The Madhya Pradesh Exemplar Report highlights the state’s significant progress in reducing maternal and newborn mortality between 2000 and 2020, outperforming many other high-mortality states in India. These findings are part of the Exemplars in Maternal and Newborn Health Study, that aims to understand positive outliers and inform policy and practice.
Key Findings:
- Notable gains in antenatal care, institutional deliveries, and C-section rates, driven primarily by the public health system.
- Expansion of delivery points, free referral transportation, creation of district-level vehicle control cells, and better blood transfusion facilities.
- Training programs, rural service incentives, fellowship opportunities, and improved staffing at delivery centres.
- Implementation of quality standards, time-bound grievance systems, maternal death reviews, and strong monitoring mechanisms.
- The state established Public Health Services Corporation Limited (PHSCL) and has streamlined drug and equipment procurement.

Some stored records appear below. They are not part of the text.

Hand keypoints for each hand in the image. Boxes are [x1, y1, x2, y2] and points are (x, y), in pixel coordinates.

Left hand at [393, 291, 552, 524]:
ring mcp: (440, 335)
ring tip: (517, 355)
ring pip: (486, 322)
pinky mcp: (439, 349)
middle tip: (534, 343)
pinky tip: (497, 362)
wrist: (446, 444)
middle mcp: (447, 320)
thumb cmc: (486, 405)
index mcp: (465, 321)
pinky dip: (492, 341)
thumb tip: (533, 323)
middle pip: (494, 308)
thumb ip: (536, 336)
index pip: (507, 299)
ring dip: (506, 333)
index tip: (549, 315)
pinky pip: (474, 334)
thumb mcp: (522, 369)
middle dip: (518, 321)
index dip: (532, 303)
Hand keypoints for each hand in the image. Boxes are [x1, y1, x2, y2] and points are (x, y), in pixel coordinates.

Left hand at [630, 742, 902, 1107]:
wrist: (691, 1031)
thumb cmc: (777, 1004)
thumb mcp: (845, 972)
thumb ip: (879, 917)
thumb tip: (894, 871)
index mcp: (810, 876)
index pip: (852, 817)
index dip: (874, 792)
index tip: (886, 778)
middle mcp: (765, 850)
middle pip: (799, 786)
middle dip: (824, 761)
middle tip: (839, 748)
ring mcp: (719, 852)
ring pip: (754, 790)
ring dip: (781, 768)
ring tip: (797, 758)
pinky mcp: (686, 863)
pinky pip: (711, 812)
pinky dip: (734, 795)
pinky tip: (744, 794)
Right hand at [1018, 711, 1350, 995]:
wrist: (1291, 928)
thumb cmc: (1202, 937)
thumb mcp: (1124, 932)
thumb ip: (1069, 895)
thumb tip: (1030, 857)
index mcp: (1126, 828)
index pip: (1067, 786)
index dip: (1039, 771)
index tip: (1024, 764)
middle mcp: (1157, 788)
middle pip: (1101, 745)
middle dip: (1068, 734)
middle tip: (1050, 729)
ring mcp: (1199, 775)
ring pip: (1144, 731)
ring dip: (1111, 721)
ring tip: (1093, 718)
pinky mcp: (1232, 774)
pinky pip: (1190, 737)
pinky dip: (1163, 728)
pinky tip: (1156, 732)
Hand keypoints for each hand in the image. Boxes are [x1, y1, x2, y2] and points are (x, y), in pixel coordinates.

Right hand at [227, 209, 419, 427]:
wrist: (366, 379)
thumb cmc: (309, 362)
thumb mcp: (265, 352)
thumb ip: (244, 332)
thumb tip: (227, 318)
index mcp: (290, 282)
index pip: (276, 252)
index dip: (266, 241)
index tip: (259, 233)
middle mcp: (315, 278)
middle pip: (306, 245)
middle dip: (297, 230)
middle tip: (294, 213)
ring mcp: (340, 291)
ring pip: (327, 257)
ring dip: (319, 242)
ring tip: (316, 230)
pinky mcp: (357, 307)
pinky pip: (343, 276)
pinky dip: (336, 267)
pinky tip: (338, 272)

- Design of new MCH wings, SNCUs, and the state was also the first to incentivise doctors to work in rural government facilities by posting medical students to primary health centres (PHCs) and reserving postgraduate training seats for “in service” government candidates.
- Transition to digital tracking system (RCH system 2016) for mother and child health and recruitment of dedicated data staff.
This report presents the Madhya Pradesh sub-study and provides background information on the broader India study.